WHAT THIS TASK INVOLVES. Among the entries that follow, find the lines containing the string "blur" and copy them.

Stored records
────────

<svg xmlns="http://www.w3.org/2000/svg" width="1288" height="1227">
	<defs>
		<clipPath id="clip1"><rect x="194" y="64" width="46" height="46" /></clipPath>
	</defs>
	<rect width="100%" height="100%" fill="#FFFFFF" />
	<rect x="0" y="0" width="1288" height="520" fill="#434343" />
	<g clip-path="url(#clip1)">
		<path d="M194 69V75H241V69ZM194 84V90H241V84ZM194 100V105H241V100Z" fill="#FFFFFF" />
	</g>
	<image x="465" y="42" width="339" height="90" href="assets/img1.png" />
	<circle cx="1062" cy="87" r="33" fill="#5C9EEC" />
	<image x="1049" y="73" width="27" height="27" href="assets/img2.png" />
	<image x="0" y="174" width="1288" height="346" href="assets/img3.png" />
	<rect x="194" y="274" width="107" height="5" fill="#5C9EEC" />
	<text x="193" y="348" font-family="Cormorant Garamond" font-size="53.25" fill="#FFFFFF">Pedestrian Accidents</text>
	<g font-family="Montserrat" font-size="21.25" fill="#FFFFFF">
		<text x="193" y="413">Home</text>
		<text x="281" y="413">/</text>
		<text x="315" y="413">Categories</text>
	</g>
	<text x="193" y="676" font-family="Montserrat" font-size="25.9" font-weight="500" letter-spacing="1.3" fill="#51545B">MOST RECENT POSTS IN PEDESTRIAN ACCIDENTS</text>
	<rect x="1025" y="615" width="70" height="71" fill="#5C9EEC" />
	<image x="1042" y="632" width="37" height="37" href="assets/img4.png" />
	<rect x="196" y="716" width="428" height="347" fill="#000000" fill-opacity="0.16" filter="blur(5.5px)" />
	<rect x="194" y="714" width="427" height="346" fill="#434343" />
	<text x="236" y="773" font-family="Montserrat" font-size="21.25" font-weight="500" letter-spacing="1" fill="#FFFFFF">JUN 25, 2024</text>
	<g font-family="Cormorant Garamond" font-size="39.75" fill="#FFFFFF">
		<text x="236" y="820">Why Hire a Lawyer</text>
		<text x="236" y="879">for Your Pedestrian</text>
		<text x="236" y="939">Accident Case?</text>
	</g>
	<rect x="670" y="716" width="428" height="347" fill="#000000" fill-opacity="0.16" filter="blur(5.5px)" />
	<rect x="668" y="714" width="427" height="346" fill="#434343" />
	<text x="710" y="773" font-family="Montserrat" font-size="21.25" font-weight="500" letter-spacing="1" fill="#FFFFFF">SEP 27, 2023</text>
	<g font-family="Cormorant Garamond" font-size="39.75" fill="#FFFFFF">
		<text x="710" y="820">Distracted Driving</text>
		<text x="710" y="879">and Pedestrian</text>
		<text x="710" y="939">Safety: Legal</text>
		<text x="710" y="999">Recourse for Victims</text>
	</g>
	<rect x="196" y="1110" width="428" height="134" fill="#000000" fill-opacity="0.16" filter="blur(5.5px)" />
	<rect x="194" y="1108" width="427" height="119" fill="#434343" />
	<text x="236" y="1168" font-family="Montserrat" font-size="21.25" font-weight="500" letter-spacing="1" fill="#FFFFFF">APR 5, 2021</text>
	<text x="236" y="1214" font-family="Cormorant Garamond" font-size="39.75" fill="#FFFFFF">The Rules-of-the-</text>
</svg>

────────

PROBLEM SOLUTION.
	<rect x="196" y="716" width="428" height="347" fill="#000000" fill-opacity="0.16" filter="blur(5.5px)" />
	<rect x="670" y="716" width="428" height="347" fill="#000000" fill-opacity="0.16" filter="blur(5.5px)" />
	<rect x="196" y="1110" width="428" height="134" fill="#000000" fill-opacity="0.16" filter="blur(5.5px)" />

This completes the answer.